[Collected data entries]

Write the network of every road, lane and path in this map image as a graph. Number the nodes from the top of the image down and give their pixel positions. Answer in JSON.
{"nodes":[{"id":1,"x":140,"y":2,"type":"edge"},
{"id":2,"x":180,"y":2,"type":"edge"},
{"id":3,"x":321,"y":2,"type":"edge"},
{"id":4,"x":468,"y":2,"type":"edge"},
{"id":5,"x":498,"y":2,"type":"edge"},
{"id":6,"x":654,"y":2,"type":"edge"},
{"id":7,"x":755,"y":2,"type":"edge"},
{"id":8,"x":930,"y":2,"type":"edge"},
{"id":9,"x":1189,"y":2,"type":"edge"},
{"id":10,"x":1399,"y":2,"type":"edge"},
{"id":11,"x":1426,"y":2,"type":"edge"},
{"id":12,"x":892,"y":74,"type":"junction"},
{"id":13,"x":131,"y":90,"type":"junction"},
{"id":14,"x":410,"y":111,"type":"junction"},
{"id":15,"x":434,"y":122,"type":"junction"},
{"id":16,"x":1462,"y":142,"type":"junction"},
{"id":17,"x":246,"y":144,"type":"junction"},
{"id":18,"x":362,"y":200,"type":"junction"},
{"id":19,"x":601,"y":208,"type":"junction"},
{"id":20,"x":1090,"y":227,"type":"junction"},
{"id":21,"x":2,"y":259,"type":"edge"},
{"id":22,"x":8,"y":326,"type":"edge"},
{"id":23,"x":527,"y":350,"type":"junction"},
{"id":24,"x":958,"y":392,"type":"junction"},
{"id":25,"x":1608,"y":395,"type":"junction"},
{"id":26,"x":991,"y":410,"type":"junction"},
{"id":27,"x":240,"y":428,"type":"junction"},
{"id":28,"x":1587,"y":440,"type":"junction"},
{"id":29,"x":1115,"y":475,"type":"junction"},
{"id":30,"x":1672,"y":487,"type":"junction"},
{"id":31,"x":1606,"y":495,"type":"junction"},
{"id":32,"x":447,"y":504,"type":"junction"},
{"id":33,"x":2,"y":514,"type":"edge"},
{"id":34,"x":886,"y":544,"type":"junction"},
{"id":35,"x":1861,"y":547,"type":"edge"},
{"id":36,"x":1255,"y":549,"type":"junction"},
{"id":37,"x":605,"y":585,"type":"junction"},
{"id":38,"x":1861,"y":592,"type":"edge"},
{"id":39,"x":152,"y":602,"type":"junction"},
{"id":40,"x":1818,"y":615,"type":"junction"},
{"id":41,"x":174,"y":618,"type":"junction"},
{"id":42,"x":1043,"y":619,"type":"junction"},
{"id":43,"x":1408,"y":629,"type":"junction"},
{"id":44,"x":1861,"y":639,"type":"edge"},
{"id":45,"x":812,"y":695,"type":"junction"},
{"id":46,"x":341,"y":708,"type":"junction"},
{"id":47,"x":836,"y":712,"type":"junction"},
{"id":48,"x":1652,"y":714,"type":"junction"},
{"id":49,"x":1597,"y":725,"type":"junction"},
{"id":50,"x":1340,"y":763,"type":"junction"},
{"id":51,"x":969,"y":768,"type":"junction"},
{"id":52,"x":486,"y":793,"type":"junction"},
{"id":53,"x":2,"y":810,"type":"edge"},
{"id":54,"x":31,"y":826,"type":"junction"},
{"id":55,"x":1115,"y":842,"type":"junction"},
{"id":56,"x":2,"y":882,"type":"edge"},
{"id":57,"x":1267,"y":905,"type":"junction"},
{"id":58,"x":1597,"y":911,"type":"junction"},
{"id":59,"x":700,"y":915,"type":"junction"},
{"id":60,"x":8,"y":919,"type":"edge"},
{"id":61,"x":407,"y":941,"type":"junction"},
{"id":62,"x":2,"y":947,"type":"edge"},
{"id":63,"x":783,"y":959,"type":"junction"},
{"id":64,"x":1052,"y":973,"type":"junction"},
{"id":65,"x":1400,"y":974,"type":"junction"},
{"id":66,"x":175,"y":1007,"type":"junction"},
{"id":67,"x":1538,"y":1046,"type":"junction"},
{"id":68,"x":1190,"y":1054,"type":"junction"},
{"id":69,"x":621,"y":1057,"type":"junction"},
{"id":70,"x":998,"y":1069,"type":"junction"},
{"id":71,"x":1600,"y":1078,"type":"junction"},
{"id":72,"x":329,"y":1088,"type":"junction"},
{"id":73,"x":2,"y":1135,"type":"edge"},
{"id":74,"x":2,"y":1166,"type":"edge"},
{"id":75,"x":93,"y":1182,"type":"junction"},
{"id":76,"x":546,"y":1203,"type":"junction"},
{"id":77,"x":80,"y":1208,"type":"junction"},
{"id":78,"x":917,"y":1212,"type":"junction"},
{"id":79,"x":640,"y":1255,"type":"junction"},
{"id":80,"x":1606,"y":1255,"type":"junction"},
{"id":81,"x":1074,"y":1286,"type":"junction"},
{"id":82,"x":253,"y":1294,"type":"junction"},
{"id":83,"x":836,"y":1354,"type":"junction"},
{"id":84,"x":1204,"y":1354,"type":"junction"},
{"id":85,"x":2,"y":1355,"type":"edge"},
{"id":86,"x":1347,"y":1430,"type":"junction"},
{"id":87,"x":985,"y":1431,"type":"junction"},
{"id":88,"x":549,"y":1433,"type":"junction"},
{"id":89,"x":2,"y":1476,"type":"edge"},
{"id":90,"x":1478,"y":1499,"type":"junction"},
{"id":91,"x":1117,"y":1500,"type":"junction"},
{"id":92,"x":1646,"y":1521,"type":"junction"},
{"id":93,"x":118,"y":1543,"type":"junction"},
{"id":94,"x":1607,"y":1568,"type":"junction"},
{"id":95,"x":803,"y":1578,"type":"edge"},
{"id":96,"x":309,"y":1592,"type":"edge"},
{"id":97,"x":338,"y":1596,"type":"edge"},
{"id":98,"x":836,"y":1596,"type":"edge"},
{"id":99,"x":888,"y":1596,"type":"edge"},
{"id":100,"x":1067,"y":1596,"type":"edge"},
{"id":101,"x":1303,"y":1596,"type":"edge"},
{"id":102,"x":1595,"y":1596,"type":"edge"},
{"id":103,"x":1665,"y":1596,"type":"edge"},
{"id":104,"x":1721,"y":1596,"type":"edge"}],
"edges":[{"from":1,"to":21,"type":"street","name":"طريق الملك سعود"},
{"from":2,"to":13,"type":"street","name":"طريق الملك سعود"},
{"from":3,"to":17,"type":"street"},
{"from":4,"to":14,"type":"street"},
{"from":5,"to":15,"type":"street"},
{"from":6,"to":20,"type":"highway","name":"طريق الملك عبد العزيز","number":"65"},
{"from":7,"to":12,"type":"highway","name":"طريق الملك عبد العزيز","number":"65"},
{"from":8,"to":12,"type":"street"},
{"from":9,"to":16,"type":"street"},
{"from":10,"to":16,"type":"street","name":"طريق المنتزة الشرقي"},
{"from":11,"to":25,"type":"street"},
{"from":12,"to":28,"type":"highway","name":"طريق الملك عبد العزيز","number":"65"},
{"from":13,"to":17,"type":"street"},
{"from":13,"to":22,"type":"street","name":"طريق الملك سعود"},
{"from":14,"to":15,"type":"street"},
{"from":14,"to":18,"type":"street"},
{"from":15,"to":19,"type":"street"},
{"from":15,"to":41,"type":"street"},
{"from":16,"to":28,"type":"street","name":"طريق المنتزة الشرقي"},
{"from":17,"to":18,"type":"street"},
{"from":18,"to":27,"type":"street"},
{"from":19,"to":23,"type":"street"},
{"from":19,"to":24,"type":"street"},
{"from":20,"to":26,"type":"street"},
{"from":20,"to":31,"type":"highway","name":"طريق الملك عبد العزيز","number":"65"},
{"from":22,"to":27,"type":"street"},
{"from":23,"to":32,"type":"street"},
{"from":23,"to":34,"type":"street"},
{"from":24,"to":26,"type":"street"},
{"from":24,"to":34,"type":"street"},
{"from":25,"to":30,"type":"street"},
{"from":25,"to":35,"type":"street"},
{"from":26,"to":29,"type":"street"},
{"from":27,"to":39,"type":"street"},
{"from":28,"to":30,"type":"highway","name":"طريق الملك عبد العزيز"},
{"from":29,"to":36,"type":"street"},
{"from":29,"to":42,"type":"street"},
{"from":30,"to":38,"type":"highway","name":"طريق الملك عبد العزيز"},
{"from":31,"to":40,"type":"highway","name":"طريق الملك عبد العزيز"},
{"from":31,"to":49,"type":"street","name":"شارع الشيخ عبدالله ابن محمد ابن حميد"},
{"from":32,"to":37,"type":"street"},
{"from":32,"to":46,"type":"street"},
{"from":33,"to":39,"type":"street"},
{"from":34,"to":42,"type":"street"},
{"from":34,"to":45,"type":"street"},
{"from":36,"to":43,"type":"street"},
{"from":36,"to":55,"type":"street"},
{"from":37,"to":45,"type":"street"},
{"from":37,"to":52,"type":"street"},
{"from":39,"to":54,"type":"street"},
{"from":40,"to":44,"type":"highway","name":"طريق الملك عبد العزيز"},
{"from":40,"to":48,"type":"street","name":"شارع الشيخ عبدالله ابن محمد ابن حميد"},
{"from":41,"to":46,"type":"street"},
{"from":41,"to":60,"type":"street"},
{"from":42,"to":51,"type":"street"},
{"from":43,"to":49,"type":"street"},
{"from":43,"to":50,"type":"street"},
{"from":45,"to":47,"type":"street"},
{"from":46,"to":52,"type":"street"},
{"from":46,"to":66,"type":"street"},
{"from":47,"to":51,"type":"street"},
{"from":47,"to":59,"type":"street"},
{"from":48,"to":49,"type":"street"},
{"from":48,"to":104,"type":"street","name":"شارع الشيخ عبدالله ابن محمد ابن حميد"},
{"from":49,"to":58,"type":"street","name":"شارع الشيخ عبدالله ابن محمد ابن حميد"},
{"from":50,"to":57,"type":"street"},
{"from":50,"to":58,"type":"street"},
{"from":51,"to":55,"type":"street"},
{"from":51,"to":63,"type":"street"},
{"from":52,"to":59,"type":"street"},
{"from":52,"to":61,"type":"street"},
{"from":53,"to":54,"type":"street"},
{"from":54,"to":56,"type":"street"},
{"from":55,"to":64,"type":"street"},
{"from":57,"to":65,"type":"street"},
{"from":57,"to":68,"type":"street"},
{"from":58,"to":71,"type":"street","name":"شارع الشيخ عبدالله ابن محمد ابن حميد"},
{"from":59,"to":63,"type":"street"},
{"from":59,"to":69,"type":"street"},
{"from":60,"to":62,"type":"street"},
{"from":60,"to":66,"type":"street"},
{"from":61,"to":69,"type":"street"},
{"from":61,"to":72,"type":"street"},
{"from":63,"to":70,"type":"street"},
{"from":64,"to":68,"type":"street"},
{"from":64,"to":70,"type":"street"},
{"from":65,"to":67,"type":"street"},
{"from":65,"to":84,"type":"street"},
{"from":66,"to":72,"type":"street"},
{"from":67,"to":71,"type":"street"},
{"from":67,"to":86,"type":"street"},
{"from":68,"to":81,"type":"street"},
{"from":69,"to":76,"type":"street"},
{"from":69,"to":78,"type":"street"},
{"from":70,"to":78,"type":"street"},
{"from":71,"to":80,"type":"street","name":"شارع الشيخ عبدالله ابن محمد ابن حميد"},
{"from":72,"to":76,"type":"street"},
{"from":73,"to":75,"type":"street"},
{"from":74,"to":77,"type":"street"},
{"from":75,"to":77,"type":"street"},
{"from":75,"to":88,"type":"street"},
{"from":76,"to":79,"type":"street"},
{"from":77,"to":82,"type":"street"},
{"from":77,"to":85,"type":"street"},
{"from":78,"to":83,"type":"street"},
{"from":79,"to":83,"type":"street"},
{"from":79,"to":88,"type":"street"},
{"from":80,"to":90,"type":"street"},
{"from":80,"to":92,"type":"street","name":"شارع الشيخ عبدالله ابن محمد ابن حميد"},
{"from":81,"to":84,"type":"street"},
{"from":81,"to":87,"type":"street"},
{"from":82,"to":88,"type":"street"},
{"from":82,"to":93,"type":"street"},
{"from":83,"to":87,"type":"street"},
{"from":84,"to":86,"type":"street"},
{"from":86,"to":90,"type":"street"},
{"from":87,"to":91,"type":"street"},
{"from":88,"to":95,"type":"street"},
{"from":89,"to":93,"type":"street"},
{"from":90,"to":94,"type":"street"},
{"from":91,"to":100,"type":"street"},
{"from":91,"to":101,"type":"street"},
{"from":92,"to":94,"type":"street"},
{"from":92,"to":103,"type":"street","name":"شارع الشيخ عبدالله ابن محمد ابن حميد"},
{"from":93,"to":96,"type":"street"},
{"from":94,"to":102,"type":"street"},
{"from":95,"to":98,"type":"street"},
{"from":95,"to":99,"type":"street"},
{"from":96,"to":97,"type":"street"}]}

Problem: Copy out, from the data above, each line where the string "الشيخ" is present.

Task solution:
{"from":31,"to":49,"type":"street","name":"شارع الشيخ عبدالله ابن محمد ابن حميد"},
{"from":40,"to":48,"type":"street","name":"شارع الشيخ عبدالله ابن محمد ابن حميد"},
{"from":48,"to":104,"type":"street","name":"شارع الشيخ عبدالله ابن محمد ابن حميد"},
{"from":49,"to":58,"type":"street","name":"شارع الشيخ عبدالله ابن محمد ابن حميد"},
{"from":58,"to":71,"type":"street","name":"شارع الشيخ عبدالله ابن محمد ابن حميد"},
{"from":71,"to":80,"type":"street","name":"شارع الشيخ عبدالله ابن محمد ابن حميد"},
{"from":80,"to":92,"type":"street","name":"شارع الشيخ عبدالله ابن محمد ابن حميد"},
{"from":92,"to":103,"type":"street","name":"شارع الشيخ عبدالله ابن محمد ابن حميد"},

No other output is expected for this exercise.